No relatório sobre a visita ao estabelecimento, intitulado O Provedor de Justiça, as Prisões e o Século XXI: Diário de Algumas Visitas (VI), José de Faria Costa descreve, na primeira pessoa, praticamente tudo aquilo que observa e as divisões por onde vai passando. Para o final ficou guardada a sala de visitas dos reclusos: “Não percebo, pois que, conquanto que as pessoas se encontrem a cumprir pena de prisão em regime de segurança, não possam tocar nos seus filhos”, referindo-se à separação existente entre os familiares. Mais do que isso, o provedor diz não entender a existência da “barreira que, embora de vidro, se interpõe, de modo sistemático, entre um pai recluso e um filho pequeno. Apenas uma vez por ano, quiçá por ocasião de um aniversário ou do dia de Natal, se permite a um pai abraçar o seu filho”.

Sempre através de uma narrativa literária e quase filosófica, Faria Costa avisa que “o comportamento erróneo que fundou a reclusão do progenitor não tem que ter como equivalente uma má ou deficiente assunção das suas responsabilidades parentais, estas aqui entendidas no seu sentido mais generoso”.
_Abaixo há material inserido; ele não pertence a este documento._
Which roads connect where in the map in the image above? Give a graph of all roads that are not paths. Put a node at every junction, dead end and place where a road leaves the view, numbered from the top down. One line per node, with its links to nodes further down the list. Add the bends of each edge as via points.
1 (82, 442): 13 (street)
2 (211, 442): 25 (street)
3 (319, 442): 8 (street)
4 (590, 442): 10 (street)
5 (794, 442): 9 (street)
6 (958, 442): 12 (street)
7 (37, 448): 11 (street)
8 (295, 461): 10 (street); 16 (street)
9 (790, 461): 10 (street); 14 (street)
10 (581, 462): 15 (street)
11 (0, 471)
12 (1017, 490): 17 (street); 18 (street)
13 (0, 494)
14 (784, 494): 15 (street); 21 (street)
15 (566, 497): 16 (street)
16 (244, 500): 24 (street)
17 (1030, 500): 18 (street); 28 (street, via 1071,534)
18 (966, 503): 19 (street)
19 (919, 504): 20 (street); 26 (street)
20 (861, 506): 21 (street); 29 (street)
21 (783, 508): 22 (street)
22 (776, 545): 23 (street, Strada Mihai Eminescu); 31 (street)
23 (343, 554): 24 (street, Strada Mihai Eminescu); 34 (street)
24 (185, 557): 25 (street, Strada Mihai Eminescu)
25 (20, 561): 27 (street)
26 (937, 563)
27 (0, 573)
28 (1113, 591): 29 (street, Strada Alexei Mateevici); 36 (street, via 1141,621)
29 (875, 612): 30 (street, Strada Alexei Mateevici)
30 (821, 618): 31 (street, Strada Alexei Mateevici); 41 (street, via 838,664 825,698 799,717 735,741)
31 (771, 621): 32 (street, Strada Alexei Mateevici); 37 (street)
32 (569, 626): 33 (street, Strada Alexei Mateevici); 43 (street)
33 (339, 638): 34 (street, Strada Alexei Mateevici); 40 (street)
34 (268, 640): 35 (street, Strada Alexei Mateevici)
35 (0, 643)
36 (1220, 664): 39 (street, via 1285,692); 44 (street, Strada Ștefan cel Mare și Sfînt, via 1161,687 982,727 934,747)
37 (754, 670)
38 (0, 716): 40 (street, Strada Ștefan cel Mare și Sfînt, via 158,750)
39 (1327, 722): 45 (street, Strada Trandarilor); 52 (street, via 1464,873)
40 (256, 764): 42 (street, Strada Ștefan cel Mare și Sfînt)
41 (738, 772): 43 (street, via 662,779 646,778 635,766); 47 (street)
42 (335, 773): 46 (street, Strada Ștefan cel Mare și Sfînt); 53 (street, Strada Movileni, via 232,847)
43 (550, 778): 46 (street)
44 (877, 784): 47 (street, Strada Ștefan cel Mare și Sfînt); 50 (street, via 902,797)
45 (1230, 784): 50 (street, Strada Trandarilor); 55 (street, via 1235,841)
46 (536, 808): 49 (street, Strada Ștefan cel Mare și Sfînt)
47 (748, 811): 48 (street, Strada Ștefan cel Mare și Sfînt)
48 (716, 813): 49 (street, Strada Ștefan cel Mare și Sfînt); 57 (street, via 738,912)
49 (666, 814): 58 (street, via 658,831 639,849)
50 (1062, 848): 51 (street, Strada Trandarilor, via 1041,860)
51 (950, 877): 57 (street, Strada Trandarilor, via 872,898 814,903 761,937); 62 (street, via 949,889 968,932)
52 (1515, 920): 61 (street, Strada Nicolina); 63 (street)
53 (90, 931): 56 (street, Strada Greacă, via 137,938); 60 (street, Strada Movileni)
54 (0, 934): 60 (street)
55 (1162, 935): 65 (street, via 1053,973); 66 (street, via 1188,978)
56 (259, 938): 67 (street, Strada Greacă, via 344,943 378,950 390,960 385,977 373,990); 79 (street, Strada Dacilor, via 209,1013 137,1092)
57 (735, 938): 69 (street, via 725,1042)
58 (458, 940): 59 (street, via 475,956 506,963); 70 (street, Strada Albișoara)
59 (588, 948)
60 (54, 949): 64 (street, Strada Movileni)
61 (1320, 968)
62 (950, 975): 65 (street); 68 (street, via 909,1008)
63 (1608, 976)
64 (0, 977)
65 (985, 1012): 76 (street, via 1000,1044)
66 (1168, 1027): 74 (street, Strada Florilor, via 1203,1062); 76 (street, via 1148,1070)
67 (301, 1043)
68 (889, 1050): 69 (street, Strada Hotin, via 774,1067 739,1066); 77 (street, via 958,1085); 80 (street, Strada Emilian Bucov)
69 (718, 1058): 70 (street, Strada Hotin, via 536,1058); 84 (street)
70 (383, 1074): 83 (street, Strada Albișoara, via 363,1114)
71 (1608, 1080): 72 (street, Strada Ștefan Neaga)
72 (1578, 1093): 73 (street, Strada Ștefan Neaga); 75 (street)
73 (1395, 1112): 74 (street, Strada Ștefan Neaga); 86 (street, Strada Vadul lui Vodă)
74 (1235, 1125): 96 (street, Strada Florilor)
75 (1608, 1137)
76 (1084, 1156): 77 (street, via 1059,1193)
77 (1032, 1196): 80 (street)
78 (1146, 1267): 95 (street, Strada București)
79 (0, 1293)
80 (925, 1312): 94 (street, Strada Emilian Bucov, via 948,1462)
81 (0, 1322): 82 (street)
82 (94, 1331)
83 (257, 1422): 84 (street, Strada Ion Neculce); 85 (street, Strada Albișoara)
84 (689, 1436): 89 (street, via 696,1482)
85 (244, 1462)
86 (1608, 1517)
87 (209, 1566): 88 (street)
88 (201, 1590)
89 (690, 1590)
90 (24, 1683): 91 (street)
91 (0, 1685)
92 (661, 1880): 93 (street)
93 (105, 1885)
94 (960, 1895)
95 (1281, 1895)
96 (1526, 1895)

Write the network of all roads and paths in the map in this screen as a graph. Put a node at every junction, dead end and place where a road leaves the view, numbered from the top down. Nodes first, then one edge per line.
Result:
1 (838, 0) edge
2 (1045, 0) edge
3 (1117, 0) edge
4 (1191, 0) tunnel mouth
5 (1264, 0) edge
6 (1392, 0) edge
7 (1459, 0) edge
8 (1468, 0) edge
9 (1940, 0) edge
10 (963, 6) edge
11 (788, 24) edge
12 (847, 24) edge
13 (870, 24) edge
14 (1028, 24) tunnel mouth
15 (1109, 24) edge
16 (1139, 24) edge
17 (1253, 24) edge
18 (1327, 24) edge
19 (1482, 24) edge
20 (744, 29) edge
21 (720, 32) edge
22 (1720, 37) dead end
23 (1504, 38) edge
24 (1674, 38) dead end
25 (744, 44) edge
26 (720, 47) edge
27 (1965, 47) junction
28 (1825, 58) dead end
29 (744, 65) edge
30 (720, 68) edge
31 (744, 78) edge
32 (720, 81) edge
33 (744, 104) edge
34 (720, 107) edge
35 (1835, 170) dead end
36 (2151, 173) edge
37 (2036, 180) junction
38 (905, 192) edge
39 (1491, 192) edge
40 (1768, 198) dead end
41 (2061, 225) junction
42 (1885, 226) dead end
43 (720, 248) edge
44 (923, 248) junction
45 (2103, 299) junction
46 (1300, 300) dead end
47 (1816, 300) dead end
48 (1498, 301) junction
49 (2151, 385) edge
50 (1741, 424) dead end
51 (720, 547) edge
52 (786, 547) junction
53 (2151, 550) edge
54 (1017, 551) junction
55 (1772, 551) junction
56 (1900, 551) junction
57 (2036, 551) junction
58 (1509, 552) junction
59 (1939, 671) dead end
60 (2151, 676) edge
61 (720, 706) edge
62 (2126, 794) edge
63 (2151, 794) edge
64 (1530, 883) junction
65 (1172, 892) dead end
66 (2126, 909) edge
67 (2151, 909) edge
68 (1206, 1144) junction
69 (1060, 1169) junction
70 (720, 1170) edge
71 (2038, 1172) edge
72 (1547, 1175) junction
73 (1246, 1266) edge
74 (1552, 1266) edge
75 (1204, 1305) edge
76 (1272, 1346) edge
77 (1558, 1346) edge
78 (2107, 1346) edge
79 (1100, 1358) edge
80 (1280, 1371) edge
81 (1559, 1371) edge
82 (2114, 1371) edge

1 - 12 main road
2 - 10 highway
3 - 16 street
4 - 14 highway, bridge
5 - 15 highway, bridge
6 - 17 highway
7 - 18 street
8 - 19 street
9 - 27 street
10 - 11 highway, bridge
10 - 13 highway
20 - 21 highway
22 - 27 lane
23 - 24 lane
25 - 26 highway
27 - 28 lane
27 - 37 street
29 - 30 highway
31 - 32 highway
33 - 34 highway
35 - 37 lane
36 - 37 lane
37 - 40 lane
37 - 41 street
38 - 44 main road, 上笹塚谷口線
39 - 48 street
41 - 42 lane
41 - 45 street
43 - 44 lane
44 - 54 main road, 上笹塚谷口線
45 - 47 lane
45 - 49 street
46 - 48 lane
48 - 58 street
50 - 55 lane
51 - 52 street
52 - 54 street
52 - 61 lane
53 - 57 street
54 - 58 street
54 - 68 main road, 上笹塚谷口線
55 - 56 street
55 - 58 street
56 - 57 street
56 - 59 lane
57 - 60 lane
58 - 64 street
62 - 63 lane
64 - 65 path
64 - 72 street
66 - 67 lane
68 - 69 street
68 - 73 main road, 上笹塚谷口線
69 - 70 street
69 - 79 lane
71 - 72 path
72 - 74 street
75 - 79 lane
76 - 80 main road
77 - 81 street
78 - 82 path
No documento critica-se igualmente que as “duas folhas com normas regulamentares” que são fornecidas juntamente com os produtos de higiene, roupa e lençóis à chegada do recluso, não sejam disponibilizadas noutras línguas para além do inglês ou do português: “Os reclusos estrangeiros são oriundos, maioritariamente, de Espanha, da América Latina e da Europa de Leste”.

Depois de entrar numa cela de um recluso a cumprir pena na cadeia de alta segurança, o provedor de Justiça observou mais uma falha: “Salientei, todavia, junto do senhor director a desadequação – porque perigosas – das barras horizontais que conformam a vista para o exterior”.

O relatório e a respectiva visita terminam da seguinte forma: “12h:55m – Saí. O calor que se sente na rua invade-me, lembrando que estou cá fora. Que estou em um outro mundo. E, não obstante, apenas um muro e uma porta os separam”.